Öncelikle ben kimim? Bunu ne için yazıyorum onu anlatmam gerekiyor kısa bir şekilde. Benim ismim cenk insanlardan bazıları falcı bazıları yalancı olarak nitelendirebiliyor haklı oldukları için. Kuşkular şüpheler tabiki de özel hayatımda yaptığım yanlışlar ve doğrular bu düşüncelere sebebiyet veren başlıca nedenlerden ama ben kimim? Bir insanım. İlk önce bu noktayı anlamamız gerekiyor. Bir insanın gerçek potansiyeli tarihte emin olun hiç incelenmedi. Hep yaptıkları ve yapabilecekleri göz önünde bulunduruldu ama bir üst potansiyel evresine acı ama gerçek hayal denildi. Ben hayale inanmıyorum. Sadece bir düşünceden ibaret hayal dediğimiz düşünceler ve düşünceleri yapabiliriz.

Size kısa bir örnek vermem gerekiyor bu ve buna benzer yüzlerce hayal dediğiniz örneği sizde dilerseniz ekler, içinizden geçirir yada bana örnek olarak verebilirsiniz bu düşünülmeden gerçekleri aktaran bir yazı. Günümüzdeki saatte 300 km hızda giden bir motorun bundan 1000 yıl önce olması bir hayaldi yada bundan 1000 yıl önce 40 katlı bir evin inşa edilmesi belki akla bile gelmezdi. Ama günümüze bakınca geçmişin benzerlerini tekrar edip duruyoruz fakat hiç geçmişi araştırmıyoruz. Araştırsak da bulabileceğimiz bilgilerin doğruluğu elbette ki tartışılacağından bunu es geçmek yada bir kaç okul bitirip bundan maaş alan insanlara bırakmakta ısrarcıyız. Bu da bir başka örnek vermem gerekirse maaşı tatlı geldiği için doktor olan bir insanın, insanlara yardım etmenin bir yolu olduğu için doktor olan insanla aynı hastaya yapılan bir müdahale yada hassasiyet olarak tanımlamayı doğru buluyorum. Yada bir psikiyatristin günlük davranışları ile hastaya göstereceği verimi tartışmak da doğru olacağı kanaatindeyim ama bir şey daha eklemek istiyorum tüm bunlar bizim için aslında önemsiz . Kabullenmişliği üstümüzden biran önce atmamız gerek.  Dünya kendiliğinden değişmez.

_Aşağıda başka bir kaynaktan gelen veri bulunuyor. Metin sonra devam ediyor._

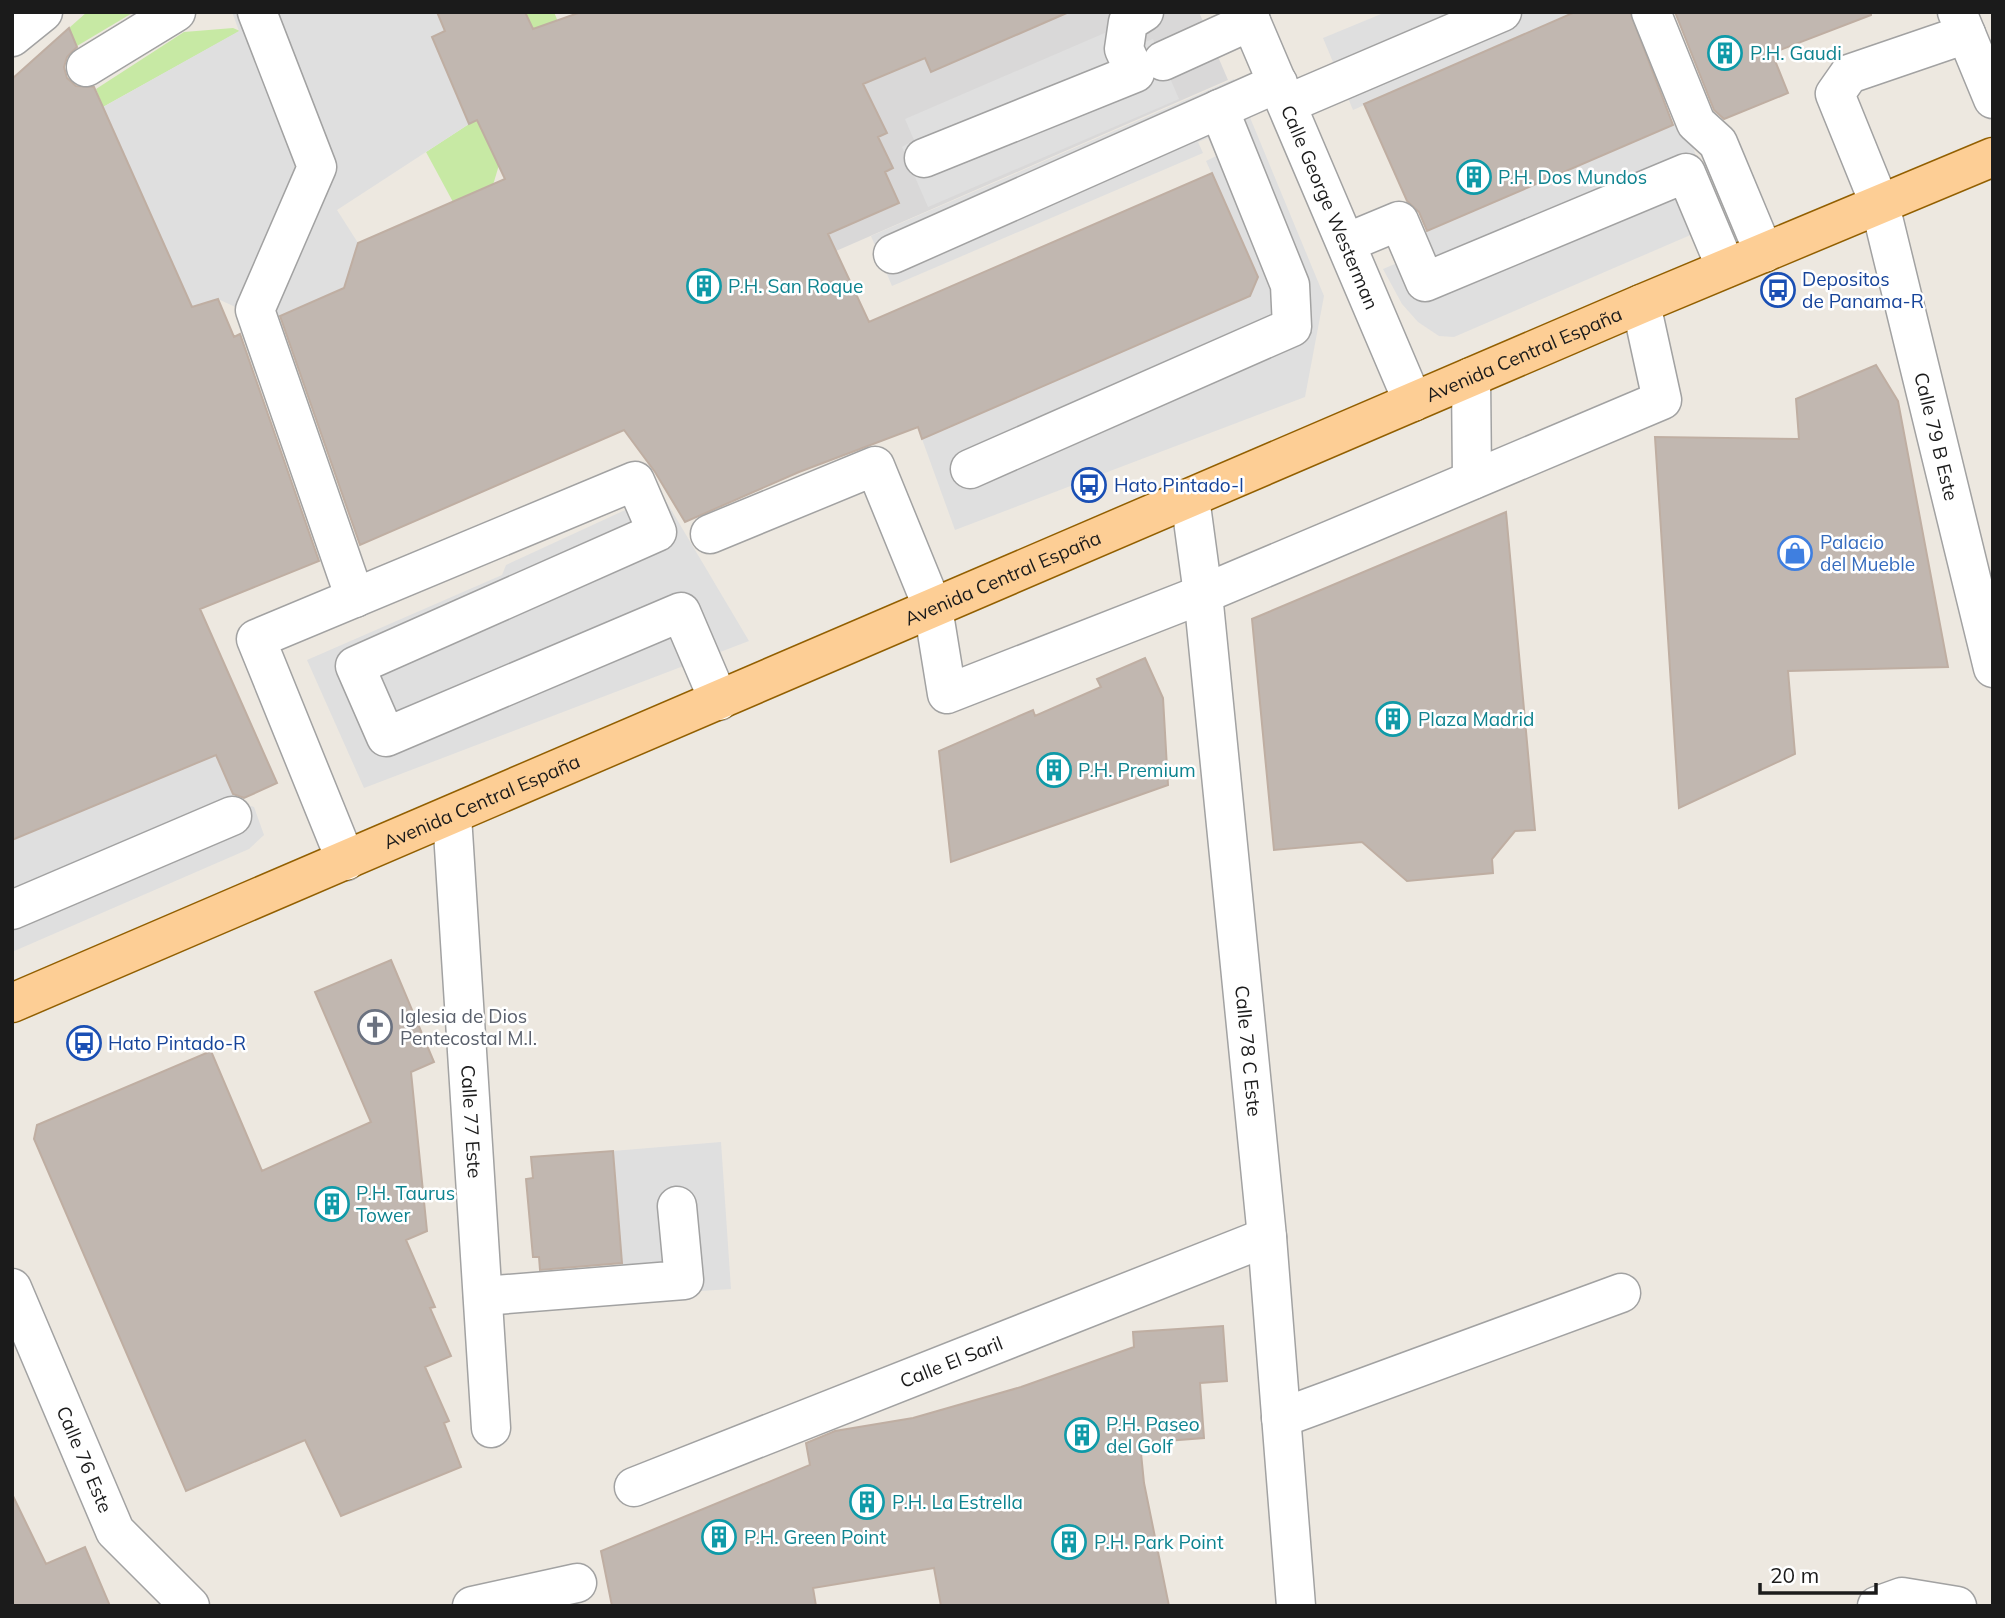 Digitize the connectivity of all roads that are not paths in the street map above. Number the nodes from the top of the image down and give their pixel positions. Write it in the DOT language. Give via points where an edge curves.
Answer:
graph roads {
  1 [pos="43,12"];
  2 [pos="176,12"];
  3 [pos="257,12"];
  4 [pos="1144,12"];
  5 [pos="1502,12"];
  6 [pos="1651,12"];
  7 [pos="1249,17"];
  8 [pos="1961,23"];
  9 [pos="12,37"];
  10 [pos="1163,61"];
  11 [pos="86,67"];
  12 [pos="1282,93"];
  13 [pos="1993,99"];
  14 [pos="1219,109"];
  15 [pos="1993,157"];
  16 [pos="924,158"];
  17 [pos="1880,205"];
  18 [pos="1346,243"];
  19 [pos="1764,253"];
  20 [pos="893,254"];
  21 [pos="1726,268"];
  22 [pos="1641,304"];
  23 [pos="1471,377"];
  24 [pos="1413,402"];
  25 [pos="970,468"];
  26 [pos="1472,481"];
  27 [pos="1191,498"];
  28 [pos="710,534"];
  29 [pos="1203,594"];
  30 [pos="355,598"];
  31 [pos="933,608"];
  32 [pos="1993,668"];
  33 [pos="719,701"];
  34 [pos="232,816"];
  35 [pos="452,816"];
  36 [pos="346,861"];
  37 [pos="12,910"];
  38 [pos="12,1003"];
  39 [pos="677,1206"];
  40 [pos="1267,1237"];
  41 [pos="12,1288"];
  42 [pos="1621,1293"];
  43 [pos="483,1296"];
  44 [pos="1281,1418"];
  45 [pos="491,1428"];
  46 [pos="634,1487"];
  47 [pos="578,1583"];
  48 [pos="190,1606"];
  49 [pos="472,1606"];
  50 [pos="1296,1606"];
  51 [pos="1877,1606"];
  52 [pos="1957,1606"];
  1 -- 9 [label="street"];
  2 -- 11 [label="street"];
  3 -- 30 [label="street" via="317,167 255,310"];
  4 -- 16 [label="street" via="1128,22 1125,49 1135,73"];
  5 -- 12 [label="street"];
  6 -- 19 [label="street" via="1696,123 1718,143"];
  7 -- 10 [label="street"];
  7 -- 12 [label="street, Calle George Westerman"];
  8 -- 13 [label="street"];
  8 -- 17 [label="street, Calle 79 B Este" via="1849,74 1835,94"];
  12 -- 14 [label="street"];
  12 -- 18 [label="street, Calle George Westerman"];
  14 -- 20 [label="street"];
  14 -- 25 [label="street" via="1290,285 1292,327"];
  15 -- 17 [label="main road, Avenida Central España"];
  17 -- 19 [label="main road, Avenida Central España"];
  17 -- 32 [label="street, Calle 79 B Este"];
  18 -- 21 [label="street" via="1399,221 1425,282 1686,173"];
  18 -- 24 [label="street, Calle George Westerman"];
  19 -- 21 [label="main road, Avenida Central España"];
  21 -- 22 [label="main road, Avenida Central España"];
  22 -- 23 [label="main road, Avenida Central España"];
  22 -- 26 [label="street" via="1662,400"];
  23 -- 24 [label="main road, Avenida Central España"];
  23 -- 26 [label="street"];
  24 -- 27 [label="main road, Avenida Central España"];
  26 -- 29 [label="street"];
  27 -- 29 [label="street, Calle 78 C Este"];
  27 -- 31 [label="main road, Avenida Central España"];
  28 -- 31 [label="street" via="875,466"];
  29 -- 31 [label="street" via="947,695"];
  29 -- 40 [label="street, Calle 78 C Este"];
  30 -- 33 [label="street" via="635,481 657,533 355,666 386,737 681,612"];
  30 -- 36 [label="street" via="256,639"];
  31 -- 33 [label="main road, Avenida Central España"];
  33 -- 35 [label="main road, Avenida Central España"];
  34 -- 37 [label="street"];
  35 -- 36 [label="main road, Avenida Central España"];
  35 -- 43 [label="street, Calle 77 Este"];
  36 -- 38 [label="main road, Avenida Central España"];
  39 -- 43 [label="street" via="684,1280"];
  40 -- 44 [label="street, Calle 78 C Este"];
  40 -- 46 [label="street, Calle El Saril"];
  41 -- 48 [label="street, Calle 76 Este" via="115,1531"];
  42 -- 44 [label="street"];
  43 -- 45 [label="street, Calle 77 Este"];
  44 -- 50 [label="street, Calle 78 C Este"];
  47 -- 49 [label="street"];
  51 -- 52 [label="street" via="1902,1597"];
}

Kendimize sormamız gereken çok soru var aslında. Ve gerçekten şuan bunları yazarken hangi konuya değinip hangi konuda görüşlerimi belirtmem gerektiğini inanın kavrayamıyorum. Benim bakış açıma göre o kadar değişebilir fakat değişmeyecek olarak gördüğümüz yanlışlar var ki aklım almıyor. Bazen kendimi de anlamak da güçlük çektiğim doğru o yüzden benim de bir itici güce ihtiyacım var tablonun bir diğer yüzü. Devam ediyorum.

Bir şey hayal etmenizi istiyorum sahip olduğunuz bir iş var ve o işe her gün dakik olarak gidiyorsunuz ne beş dakika geç nede beş dakika erken. Cadde de yürürken otobüs durağının önünde bir kalabalık gördünüz ve orada yerde yatan yaşlı bir adam kalp krizi geçiriyor kalp masajı yapan biri ve diğer kişiler de ambulansa haber veriyor. Sizde bir metre yakınındasınız. O an ne yapardınız? Sadece yaşadığım bir anı aktarmak istedim ve düşüncelerinizi almak. Benim şahsi fikrim orada beklemenin yardım etmeye çalışmanın bir insanlık görevi olarak algılanmasının yanlış olduğunu düşünmem. Bir kişi gerekli müdahaleyi yapıyor veyahut yaptığını düşünüyor çünkü ben bu konuda bilgi sahibi değilim bir diğer kişi ambulansı çağırıyor ve diğerleri de o an gelecek olan otobüsü bekliyor ve tabiki de izleyeciler. Ben değiştiremeyeceğim bir olayın içinde olmak istemem. Fakat suçluluk duygusu hissetmem normal mi? Çünkü o an dışarıdan bakılınca duygusuz bir insan görünümde yola devam eden biri rolündeyim bir dakika bile durmadan orada yatanın insan olduğunu sanki unutmuş bir varlık gibi. Bunu sizlere anlatıyorum çünkü olduğum kişiyi yalanlayamam.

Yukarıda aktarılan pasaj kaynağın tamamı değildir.